Page MenuHomePhabricator

es1019 ipmi and mgmt unresponsive
Closed, ResolvedPublic

Description

This is similar to what happened in parent task with es1019, namely icinga complains about ipmi not working and connecting to management via ssh doesn't work either:

ipmi_sdr_cache_open: /root/.freeipmi/sdr-cache/sdr-cache-es1019.localhost: internal IPMI error

Event Timeline

fgiunchedi triaged this task as Normal priority.Feb 16 2018, 11:22 AM
fgiunchedi created this task.

This is a slave, so if we need to reboot it, it should be doable.

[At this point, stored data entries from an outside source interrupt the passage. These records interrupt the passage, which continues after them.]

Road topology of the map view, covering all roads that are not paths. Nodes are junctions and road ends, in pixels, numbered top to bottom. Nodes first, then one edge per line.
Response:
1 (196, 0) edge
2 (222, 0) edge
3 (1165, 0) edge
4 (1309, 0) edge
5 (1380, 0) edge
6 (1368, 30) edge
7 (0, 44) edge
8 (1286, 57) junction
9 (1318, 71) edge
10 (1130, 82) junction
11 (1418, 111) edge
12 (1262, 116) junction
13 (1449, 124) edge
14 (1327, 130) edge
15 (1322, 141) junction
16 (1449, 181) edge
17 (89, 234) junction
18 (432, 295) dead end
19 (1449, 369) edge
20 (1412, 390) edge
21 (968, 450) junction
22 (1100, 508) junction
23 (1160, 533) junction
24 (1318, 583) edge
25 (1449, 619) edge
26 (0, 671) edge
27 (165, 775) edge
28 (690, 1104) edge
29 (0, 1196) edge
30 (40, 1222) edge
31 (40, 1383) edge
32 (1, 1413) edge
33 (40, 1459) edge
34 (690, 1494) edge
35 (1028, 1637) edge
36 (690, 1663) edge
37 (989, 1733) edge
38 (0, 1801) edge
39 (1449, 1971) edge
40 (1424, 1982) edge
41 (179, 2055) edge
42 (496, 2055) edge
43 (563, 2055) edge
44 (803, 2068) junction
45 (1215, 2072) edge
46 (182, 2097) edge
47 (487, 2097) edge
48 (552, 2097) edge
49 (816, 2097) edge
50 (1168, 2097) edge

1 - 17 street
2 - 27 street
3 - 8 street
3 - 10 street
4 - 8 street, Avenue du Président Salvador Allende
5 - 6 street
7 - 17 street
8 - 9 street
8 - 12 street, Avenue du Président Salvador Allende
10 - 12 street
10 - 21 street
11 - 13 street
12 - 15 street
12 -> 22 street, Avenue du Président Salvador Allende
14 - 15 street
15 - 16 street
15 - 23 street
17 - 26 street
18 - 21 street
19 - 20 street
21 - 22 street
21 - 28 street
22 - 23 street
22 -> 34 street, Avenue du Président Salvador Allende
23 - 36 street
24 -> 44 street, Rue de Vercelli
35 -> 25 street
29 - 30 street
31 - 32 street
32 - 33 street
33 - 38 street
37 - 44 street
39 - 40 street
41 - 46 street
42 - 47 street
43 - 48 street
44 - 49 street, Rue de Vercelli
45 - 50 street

Yeah it looks like it'll need a power drain like last time in parent task. cc ops-eqiad and @Cmjohnson for visibility

Cmjohnson moved this task from Backlog to Up next on the ops-eqiad board.Feb 16 2018, 3:47 PM

Change 417198 had a related patch set uploaded (by Marostegui; owner: Marostegui):
[operations/mediawiki-config@master] db-eqiad.php: Depool es1019 for maintenance

https://gerrit.wikimedia.org/r/417198

Change 417198 merged by jenkins-bot:
[operations/mediawiki-config@master] db-eqiad.php: Depool es1019 for maintenance

https://gerrit.wikimedia.org/r/417198

@Cmjohnson I saw your ping yesterday but I was already out for the day.
I have now depooled es1019, so let me know when you are around today so I can stop MySQL for you and power it off.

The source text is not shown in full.